RECORDS FOR THIS TASK
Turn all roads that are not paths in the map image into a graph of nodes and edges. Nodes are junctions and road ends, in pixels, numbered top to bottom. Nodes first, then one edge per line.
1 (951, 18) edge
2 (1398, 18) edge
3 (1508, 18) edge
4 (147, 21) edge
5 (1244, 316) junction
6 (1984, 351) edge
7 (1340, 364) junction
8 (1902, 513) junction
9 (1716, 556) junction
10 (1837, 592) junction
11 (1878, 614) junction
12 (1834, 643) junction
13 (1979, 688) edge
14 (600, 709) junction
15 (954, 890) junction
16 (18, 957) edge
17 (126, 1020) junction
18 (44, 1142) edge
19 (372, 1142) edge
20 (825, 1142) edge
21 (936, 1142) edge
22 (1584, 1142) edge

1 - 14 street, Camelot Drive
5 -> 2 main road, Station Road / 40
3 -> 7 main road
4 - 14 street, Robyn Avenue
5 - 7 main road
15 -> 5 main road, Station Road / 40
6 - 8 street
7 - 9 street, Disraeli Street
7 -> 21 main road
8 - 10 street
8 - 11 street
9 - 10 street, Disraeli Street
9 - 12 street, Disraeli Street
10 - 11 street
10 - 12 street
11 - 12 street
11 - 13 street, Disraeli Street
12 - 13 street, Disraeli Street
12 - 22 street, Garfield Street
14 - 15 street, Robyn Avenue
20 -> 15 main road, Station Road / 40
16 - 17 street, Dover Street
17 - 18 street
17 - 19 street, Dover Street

BRIEF
Working from the listing above, give it again word for word.

RESULT FOR THIS EXERCISE
Turn all roads that are not paths in the map image into a graph of nodes and edges. Nodes are junctions and road ends, in pixels, numbered top to bottom. Nodes first, then one edge per line.
1 (951, 18) edge
2 (1398, 18) edge
3 (1508, 18) edge
4 (147, 21) edge
5 (1244, 316) junction
6 (1984, 351) edge
7 (1340, 364) junction
8 (1902, 513) junction
9 (1716, 556) junction
10 (1837, 592) junction
11 (1878, 614) junction
12 (1834, 643) junction
13 (1979, 688) edge
14 (600, 709) junction
15 (954, 890) junction
16 (18, 957) edge
17 (126, 1020) junction
18 (44, 1142) edge
19 (372, 1142) edge
20 (825, 1142) edge
21 (936, 1142) edge
22 (1584, 1142) edge

1 - 14 street, Camelot Drive
5 -> 2 main road, Station Road / 40
3 -> 7 main road
4 - 14 street, Robyn Avenue
5 - 7 main road
15 -> 5 main road, Station Road / 40
6 - 8 street
7 - 9 street, Disraeli Street
7 -> 21 main road
8 - 10 street
8 - 11 street
9 - 10 street, Disraeli Street
9 - 12 street, Disraeli Street
10 - 11 street
10 - 12 street
11 - 12 street
11 - 13 street, Disraeli Street
12 - 13 street, Disraeli Street
12 - 22 street, Garfield Street
14 - 15 street, Robyn Avenue
20 -> 15 main road, Station Road / 40
16 - 17 street, Dover Street
17 - 18 street
17 - 19 street, Dover Street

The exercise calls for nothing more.